Musyawarah-mufakat. Proses pengambilan keputusan harus melibatkan semua pihak yang berkepentingan melalui musyawarah mufakat untuk mencapai kesepakatan bersama.
Dalihan na tolu. Hubungan sosial antara hula-hula, boru, dan dongan tubu harus menjadi landasan dalam penyelesaian konflik.
Adat parik. Mekanisme penyelesaian sengketa melalui adat parik dapat menjadi alternatif yang efektif untuk menghindari proses peradilan yang panjang dan melelahkan.
KUHPer. Jika terjadi pelanggaran hukum pidana, seperti pemalsuandokumen atau pencemaran nama baik, maka dapat diajukan tuntutan pidana.
Gugatan perdata. Pihak yang merasa dirugikan dapat mengajukan gugatan perdata untuk meminta ganti rugi.

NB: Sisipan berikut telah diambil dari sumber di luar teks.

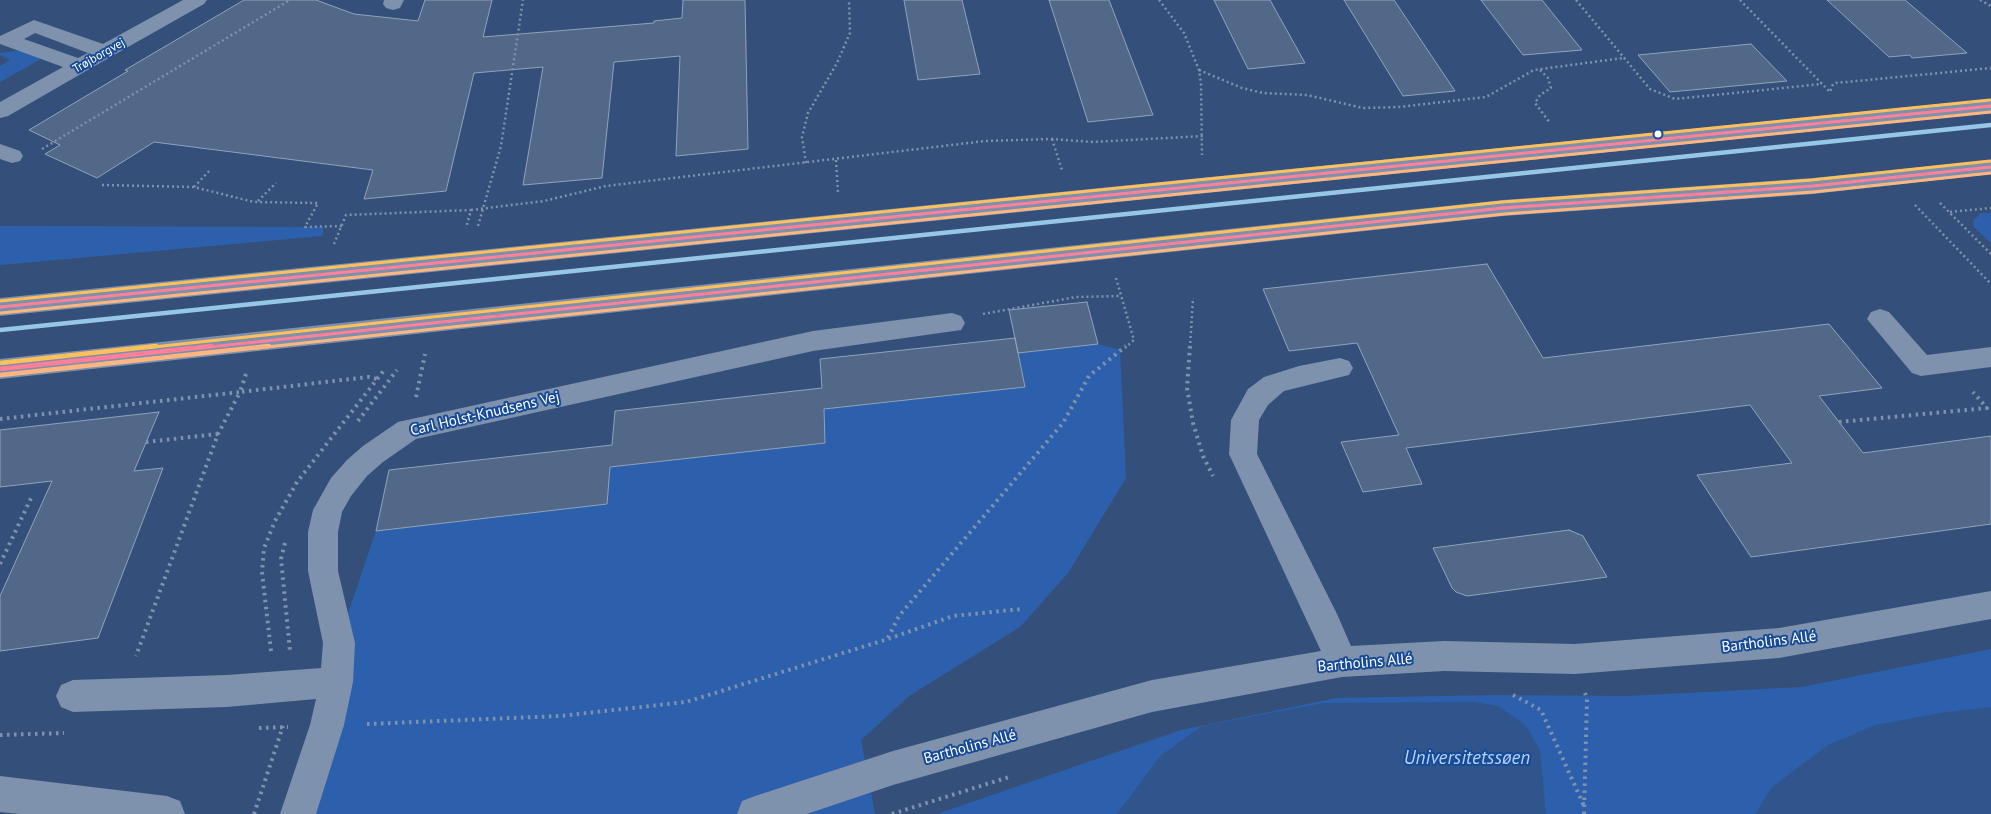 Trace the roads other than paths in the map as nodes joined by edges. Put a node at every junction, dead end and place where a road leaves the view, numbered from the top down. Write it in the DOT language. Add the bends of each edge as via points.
graph roads {
  1 [pos="197,0"];
  2 [pos="105,52"];
  3 [pos="80,66"];
  4 [pos="1991,106"];
  5 [pos="0,111"];
  6 [pos="1991,167"];
  7 [pos="0,307"];
  8 [pos="1880,319"];
  9 [pos="952,323"];
  10 [pos="1991,357"];
  11 [pos="1340,368"];
  12 [pos="0,369"];
  13 [pos="1991,605"];
  14 [pos="1342,662"];
  15 [pos="337,682"];
  16 [pos="74,696"];
  17 [pos="0,794"];
  18 [pos="167,814"];
  19 [pos="298,814"];
  20 [pos="755,814"];
  1 -- 2 [label="street, Trøjborgvej"];
  2 -- 3 [label="street, Trøjborgvej"];
  2 -- 3 [label="street" via="34,26 7,40"];
  3 -- 5 [label="street, Trøjborgvej"];
  4 -- 7 [label="main road"];
  6 -- 12 [label="main road" via="1813,186 1503,208"];
  8 -- 10 [label="street" via="1921,366"];
  9 -- 15 [label="street, Carl Holst-Knudsens Vej" via="813,341 408,430 357,468 328,510 323,532 324,571 339,643"];
  11 -- 14 [label="street" via="1274,384 1258,397 1245,420 1243,454"];
  13 -- 14 [label="street, Bartholins Allé" via="1779,643 1575,659 1444,656"];
  14 -- 20 [label="street, Bartholins Allé" via="1152,696 894,768"];
  15 -- 16 [label="street" via="227,691"];
  15 -- 19 [label="street, Carl Holst-Knudsens Vej" via="327,726"];
  17 -- 18 [label="street"];
}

Mediasi. Proses mediasi dapat difasilitasi oleh pihak ketiga yang netral untuk membantu para pihak mencapai kesepakatan.
Contoh kasus dan solusi
Untuk lebih memahami penerapan prinsip-prinsip ini, mari kita tinjau contoh kasus berikut. Misalnya, dalam kasus schisma clan Pakpahan, terdapat perselisihan mengenai hak kepemilikan atas tanah ulayat. Salah satu solusi yang mungkin adalah : Formasi Tim Mediasi. Dibentuk tim mediasi yang terdiri dari tokoh masyarakat yang disegani, tokoh agama, dan ahli hukum adat; Musyawarah. Tim mediasi memfasilitasi musyawarah antara kedua belah pihak untuk mencari titik temu; verifikasi data. Tim mediasi melakukan verifikasi terhadap data-data yang diajukan oleh masing-masing pihak, seperti dokumen kepemilikan tanah, kesaksian para saksi, dan bukti-bukti fisik lainnya; putusan mediasi. Tim mediasi mengeluarkan keputusan mediasi yang mengikat bagi kedua belah pihak; penegakan Keputusan. Jika salah satu pihak tidak mematuhi keputusan mediasi, maka dapat ditempuh jalur hukum.